• Required action: Print every record exactly, omitting none.

• The data:
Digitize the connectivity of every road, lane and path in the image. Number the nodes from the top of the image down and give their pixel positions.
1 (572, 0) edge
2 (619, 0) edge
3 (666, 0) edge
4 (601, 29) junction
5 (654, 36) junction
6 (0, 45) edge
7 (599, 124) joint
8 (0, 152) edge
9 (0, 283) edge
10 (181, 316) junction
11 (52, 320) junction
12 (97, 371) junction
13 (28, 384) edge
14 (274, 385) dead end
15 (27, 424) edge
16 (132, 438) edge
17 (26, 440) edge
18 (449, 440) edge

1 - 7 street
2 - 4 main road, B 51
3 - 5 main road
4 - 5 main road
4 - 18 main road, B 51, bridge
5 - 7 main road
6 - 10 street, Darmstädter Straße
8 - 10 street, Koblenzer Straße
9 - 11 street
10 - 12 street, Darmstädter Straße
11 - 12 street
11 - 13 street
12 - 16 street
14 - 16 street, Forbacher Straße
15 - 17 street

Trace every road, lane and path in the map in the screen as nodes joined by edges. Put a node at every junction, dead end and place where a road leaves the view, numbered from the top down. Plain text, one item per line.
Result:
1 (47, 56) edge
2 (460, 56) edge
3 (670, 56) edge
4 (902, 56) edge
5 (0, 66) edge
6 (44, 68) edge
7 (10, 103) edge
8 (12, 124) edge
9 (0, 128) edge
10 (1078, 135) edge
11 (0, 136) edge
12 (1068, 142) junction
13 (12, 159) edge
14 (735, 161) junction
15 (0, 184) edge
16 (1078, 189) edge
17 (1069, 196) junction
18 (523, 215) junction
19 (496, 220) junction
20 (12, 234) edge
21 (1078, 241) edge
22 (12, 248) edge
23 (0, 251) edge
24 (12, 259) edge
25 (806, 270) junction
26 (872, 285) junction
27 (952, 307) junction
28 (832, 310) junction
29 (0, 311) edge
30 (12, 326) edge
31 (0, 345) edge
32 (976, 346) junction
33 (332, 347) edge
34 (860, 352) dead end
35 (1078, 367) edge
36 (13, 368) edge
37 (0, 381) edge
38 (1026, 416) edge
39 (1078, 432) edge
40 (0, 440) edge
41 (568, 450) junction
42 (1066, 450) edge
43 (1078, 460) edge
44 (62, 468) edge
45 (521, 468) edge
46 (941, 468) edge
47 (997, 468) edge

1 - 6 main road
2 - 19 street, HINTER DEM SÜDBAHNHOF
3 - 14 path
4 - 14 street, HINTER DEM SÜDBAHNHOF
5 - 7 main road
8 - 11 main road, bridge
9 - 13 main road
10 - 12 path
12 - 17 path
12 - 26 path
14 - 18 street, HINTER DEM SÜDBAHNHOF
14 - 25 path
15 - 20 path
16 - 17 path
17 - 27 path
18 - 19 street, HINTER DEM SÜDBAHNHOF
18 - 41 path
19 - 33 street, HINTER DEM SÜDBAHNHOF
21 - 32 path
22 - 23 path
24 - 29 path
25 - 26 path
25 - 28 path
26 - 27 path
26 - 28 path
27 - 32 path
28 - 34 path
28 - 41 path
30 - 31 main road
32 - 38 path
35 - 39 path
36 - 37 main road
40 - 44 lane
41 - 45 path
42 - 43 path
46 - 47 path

• Solution:
Digitize the connectivity of every road, lane and path in the image. Number the nodes from the top of the image down and give their pixel positions.
1 (572, 0) edge
2 (619, 0) edge
3 (666, 0) edge
4 (601, 29) junction
5 (654, 36) junction
6 (0, 45) edge
7 (599, 124) joint
8 (0, 152) edge
9 (0, 283) edge
10 (181, 316) junction
11 (52, 320) junction
12 (97, 371) junction
13 (28, 384) edge
14 (274, 385) dead end
15 (27, 424) edge
16 (132, 438) edge
17 (26, 440) edge
18 (449, 440) edge

1 - 7 street
2 - 4 main road, B 51
3 - 5 main road
4 - 5 main road
4 - 18 main road, B 51, bridge
5 - 7 main road
6 - 10 street, Darmstädter Straße
8 - 10 street, Koblenzer Straße
9 - 11 street
10 - 12 street, Darmstädter Straße
11 - 12 street
11 - 13 street
12 - 16 street
14 - 16 street, Forbacher Straße
15 - 17 street

Trace every road, lane and path in the map in the screen as nodes joined by edges. Put a node at every junction, dead end and place where a road leaves the view, numbered from the top down. Plain text, one item per line.
Result:
1 (47, 56) edge
2 (460, 56) edge
3 (670, 56) edge
4 (902, 56) edge
5 (0, 66) edge
6 (44, 68) edge
7 (10, 103) edge
8 (12, 124) edge
9 (0, 128) edge
10 (1078, 135) edge
11 (0, 136) edge
12 (1068, 142) junction
13 (12, 159) edge
14 (735, 161) junction
15 (0, 184) edge
16 (1078, 189) edge
17 (1069, 196) junction
18 (523, 215) junction
19 (496, 220) junction
20 (12, 234) edge
21 (1078, 241) edge
22 (12, 248) edge
23 (0, 251) edge
24 (12, 259) edge
25 (806, 270) junction
26 (872, 285) junction
27 (952, 307) junction
28 (832, 310) junction
29 (0, 311) edge
30 (12, 326) edge
31 (0, 345) edge
32 (976, 346) junction
33 (332, 347) edge
34 (860, 352) dead end
35 (1078, 367) edge
36 (13, 368) edge
37 (0, 381) edge
38 (1026, 416) edge
39 (1078, 432) edge
40 (0, 440) edge
41 (568, 450) junction
42 (1066, 450) edge
43 (1078, 460) edge
44 (62, 468) edge
45 (521, 468) edge
46 (941, 468) edge
47 (997, 468) edge

1 - 6 main road
2 - 19 street, HINTER DEM SÜDBAHNHOF
3 - 14 path
4 - 14 street, HINTER DEM SÜDBAHNHOF
5 - 7 main road
8 - 11 main road, bridge
9 - 13 main road
10 - 12 path
12 - 17 path
12 - 26 path
14 - 18 street, HINTER DEM SÜDBAHNHOF
14 - 25 path
15 - 20 path
16 - 17 path
17 - 27 path
18 - 19 street, HINTER DEM SÜDBAHNHOF
18 - 41 path
19 - 33 street, HINTER DEM SÜDBAHNHOF
21 - 32 path
22 - 23 path
24 - 29 path
25 - 26 path
25 - 28 path
26 - 27 path
26 - 28 path
27 - 32 path
28 - 34 path
28 - 41 path
30 - 31 main road
32 - 38 path
35 - 39 path
36 - 37 main road
40 - 44 lane
41 - 45 path
42 - 43 path
46 - 47 path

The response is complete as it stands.